What is needed
Type out the entries again, keeping every word unchanged.

»»

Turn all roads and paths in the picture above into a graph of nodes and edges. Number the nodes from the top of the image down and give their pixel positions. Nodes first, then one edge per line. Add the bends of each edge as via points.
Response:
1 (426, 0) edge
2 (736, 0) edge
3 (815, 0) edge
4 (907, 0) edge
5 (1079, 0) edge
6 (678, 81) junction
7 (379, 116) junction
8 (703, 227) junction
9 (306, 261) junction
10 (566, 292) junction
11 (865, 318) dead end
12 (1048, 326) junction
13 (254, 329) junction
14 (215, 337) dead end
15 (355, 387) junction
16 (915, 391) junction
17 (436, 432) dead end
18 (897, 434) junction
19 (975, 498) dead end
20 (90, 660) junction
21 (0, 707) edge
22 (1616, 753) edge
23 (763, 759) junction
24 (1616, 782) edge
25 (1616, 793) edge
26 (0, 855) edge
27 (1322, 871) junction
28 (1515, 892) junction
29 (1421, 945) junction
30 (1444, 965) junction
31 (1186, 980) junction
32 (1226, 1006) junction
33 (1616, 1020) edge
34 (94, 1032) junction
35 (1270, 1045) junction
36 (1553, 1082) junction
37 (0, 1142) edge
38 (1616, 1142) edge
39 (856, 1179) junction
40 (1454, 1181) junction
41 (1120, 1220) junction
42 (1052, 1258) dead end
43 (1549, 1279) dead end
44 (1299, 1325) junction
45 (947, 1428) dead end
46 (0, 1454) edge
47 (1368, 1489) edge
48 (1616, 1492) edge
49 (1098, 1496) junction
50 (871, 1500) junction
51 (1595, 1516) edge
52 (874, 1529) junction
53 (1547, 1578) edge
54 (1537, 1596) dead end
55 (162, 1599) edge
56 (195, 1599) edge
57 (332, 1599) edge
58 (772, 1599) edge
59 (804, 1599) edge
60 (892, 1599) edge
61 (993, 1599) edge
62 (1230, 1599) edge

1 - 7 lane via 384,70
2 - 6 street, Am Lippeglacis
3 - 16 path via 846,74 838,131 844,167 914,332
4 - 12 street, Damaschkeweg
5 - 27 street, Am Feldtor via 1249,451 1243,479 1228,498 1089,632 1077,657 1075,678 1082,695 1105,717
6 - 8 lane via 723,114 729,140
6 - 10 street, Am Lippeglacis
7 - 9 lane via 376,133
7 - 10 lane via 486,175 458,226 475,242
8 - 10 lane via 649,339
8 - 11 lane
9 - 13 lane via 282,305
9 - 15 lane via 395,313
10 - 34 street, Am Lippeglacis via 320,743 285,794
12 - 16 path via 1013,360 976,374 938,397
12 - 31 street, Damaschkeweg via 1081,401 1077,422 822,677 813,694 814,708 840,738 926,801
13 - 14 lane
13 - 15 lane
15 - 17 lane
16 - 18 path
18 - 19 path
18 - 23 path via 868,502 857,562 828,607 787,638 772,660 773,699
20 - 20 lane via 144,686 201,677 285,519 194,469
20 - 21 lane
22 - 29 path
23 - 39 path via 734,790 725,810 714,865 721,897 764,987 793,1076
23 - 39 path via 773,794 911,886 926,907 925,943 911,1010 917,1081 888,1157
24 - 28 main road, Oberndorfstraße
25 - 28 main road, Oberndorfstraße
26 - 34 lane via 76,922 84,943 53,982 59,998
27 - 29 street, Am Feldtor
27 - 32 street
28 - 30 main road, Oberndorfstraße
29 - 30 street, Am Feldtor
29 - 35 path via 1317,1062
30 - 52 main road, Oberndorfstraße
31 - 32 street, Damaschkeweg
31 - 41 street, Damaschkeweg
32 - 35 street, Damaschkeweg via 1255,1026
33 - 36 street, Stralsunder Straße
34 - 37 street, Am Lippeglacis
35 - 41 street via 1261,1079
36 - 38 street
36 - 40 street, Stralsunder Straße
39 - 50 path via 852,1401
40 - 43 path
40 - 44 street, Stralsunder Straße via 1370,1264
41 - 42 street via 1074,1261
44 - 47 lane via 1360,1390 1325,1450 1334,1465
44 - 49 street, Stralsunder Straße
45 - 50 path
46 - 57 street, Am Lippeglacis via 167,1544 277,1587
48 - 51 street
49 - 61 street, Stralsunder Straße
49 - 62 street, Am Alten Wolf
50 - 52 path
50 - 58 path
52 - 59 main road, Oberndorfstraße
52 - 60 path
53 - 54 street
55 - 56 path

««

Answer to this exercise
Turn all roads and paths in the picture above into a graph of nodes and edges. Number the nodes from the top of the image down and give their pixel positions. Nodes first, then one edge per line. Add the bends of each edge as via points.
Response:
1 (426, 0) edge
2 (736, 0) edge
3 (815, 0) edge
4 (907, 0) edge
5 (1079, 0) edge
6 (678, 81) junction
7 (379, 116) junction
8 (703, 227) junction
9 (306, 261) junction
10 (566, 292) junction
11 (865, 318) dead end
12 (1048, 326) junction
13 (254, 329) junction
14 (215, 337) dead end
15 (355, 387) junction
16 (915, 391) junction
17 (436, 432) dead end
18 (897, 434) junction
19 (975, 498) dead end
20 (90, 660) junction
21 (0, 707) edge
22 (1616, 753) edge
23 (763, 759) junction
24 (1616, 782) edge
25 (1616, 793) edge
26 (0, 855) edge
27 (1322, 871) junction
28 (1515, 892) junction
29 (1421, 945) junction
30 (1444, 965) junction
31 (1186, 980) junction
32 (1226, 1006) junction
33 (1616, 1020) edge
34 (94, 1032) junction
35 (1270, 1045) junction
36 (1553, 1082) junction
37 (0, 1142) edge
38 (1616, 1142) edge
39 (856, 1179) junction
40 (1454, 1181) junction
41 (1120, 1220) junction
42 (1052, 1258) dead end
43 (1549, 1279) dead end
44 (1299, 1325) junction
45 (947, 1428) dead end
46 (0, 1454) edge
47 (1368, 1489) edge
48 (1616, 1492) edge
49 (1098, 1496) junction
50 (871, 1500) junction
51 (1595, 1516) edge
52 (874, 1529) junction
53 (1547, 1578) edge
54 (1537, 1596) dead end
55 (162, 1599) edge
56 (195, 1599) edge
57 (332, 1599) edge
58 (772, 1599) edge
59 (804, 1599) edge
60 (892, 1599) edge
61 (993, 1599) edge
62 (1230, 1599) edge

1 - 7 lane via 384,70
2 - 6 street, Am Lippeglacis
3 - 16 path via 846,74 838,131 844,167 914,332
4 - 12 street, Damaschkeweg
5 - 27 street, Am Feldtor via 1249,451 1243,479 1228,498 1089,632 1077,657 1075,678 1082,695 1105,717
6 - 8 lane via 723,114 729,140
6 - 10 street, Am Lippeglacis
7 - 9 lane via 376,133
7 - 10 lane via 486,175 458,226 475,242
8 - 10 lane via 649,339
8 - 11 lane
9 - 13 lane via 282,305
9 - 15 lane via 395,313
10 - 34 street, Am Lippeglacis via 320,743 285,794
12 - 16 path via 1013,360 976,374 938,397
12 - 31 street, Damaschkeweg via 1081,401 1077,422 822,677 813,694 814,708 840,738 926,801
13 - 14 lane
13 - 15 lane
15 - 17 lane
16 - 18 path
18 - 19 path
18 - 23 path via 868,502 857,562 828,607 787,638 772,660 773,699
20 - 20 lane via 144,686 201,677 285,519 194,469
20 - 21 lane
22 - 29 path
23 - 39 path via 734,790 725,810 714,865 721,897 764,987 793,1076
23 - 39 path via 773,794 911,886 926,907 925,943 911,1010 917,1081 888,1157
24 - 28 main road, Oberndorfstraße
25 - 28 main road, Oberndorfstraße
26 - 34 lane via 76,922 84,943 53,982 59,998
27 - 29 street, Am Feldtor
27 - 32 street
28 - 30 main road, Oberndorfstraße
29 - 30 street, Am Feldtor
29 - 35 path via 1317,1062
30 - 52 main road, Oberndorfstraße
31 - 32 street, Damaschkeweg
31 - 41 street, Damaschkeweg
32 - 35 street, Damaschkeweg via 1255,1026
33 - 36 street, Stralsunder Straße
34 - 37 street, Am Lippeglacis
35 - 41 street via 1261,1079
36 - 38 street
36 - 40 street, Stralsunder Straße
39 - 50 path via 852,1401
40 - 43 path
40 - 44 street, Stralsunder Straße via 1370,1264
41 - 42 street via 1074,1261
44 - 47 lane via 1360,1390 1325,1450 1334,1465
44 - 49 street, Stralsunder Straße
45 - 50 path
46 - 57 street, Am Lippeglacis via 167,1544 277,1587
48 - 51 street
49 - 61 street, Stralsunder Straße
49 - 62 street, Am Alten Wolf
50 - 52 path
50 - 58 path
52 - 59 main road, Oberndorfstraße
52 - 60 path
53 - 54 street
55 - 56 path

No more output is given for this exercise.